[Stored data]
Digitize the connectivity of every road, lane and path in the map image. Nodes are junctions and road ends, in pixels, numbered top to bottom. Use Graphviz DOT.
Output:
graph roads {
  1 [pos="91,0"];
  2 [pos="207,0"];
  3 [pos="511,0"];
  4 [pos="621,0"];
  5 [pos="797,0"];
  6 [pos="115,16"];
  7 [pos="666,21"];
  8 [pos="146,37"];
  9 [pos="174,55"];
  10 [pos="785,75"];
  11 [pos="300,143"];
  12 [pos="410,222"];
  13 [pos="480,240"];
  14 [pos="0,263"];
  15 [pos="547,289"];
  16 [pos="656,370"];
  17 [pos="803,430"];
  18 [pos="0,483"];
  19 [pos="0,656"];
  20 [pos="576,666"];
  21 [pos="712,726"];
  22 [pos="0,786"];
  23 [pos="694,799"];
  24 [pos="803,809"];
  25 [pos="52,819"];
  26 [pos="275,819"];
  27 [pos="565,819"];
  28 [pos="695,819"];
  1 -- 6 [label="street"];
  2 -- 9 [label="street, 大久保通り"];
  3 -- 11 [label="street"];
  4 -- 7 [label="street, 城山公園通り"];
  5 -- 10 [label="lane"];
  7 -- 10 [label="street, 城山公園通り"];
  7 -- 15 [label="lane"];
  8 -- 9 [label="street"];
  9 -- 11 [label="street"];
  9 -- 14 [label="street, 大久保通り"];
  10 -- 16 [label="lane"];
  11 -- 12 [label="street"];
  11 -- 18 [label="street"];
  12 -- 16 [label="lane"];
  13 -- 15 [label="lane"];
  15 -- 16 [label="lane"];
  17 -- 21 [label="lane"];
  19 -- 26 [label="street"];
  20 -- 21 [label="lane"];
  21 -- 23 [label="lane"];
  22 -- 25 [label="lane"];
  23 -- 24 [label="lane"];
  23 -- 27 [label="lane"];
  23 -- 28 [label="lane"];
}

> _What the task requires_:
Each line above with the word "城山公園通り" must be returned.

> _Result of this task_:
  4 -- 7 [label="street, 城山公園通り"];
  7 -- 10 [label="street, 城山公園通り"];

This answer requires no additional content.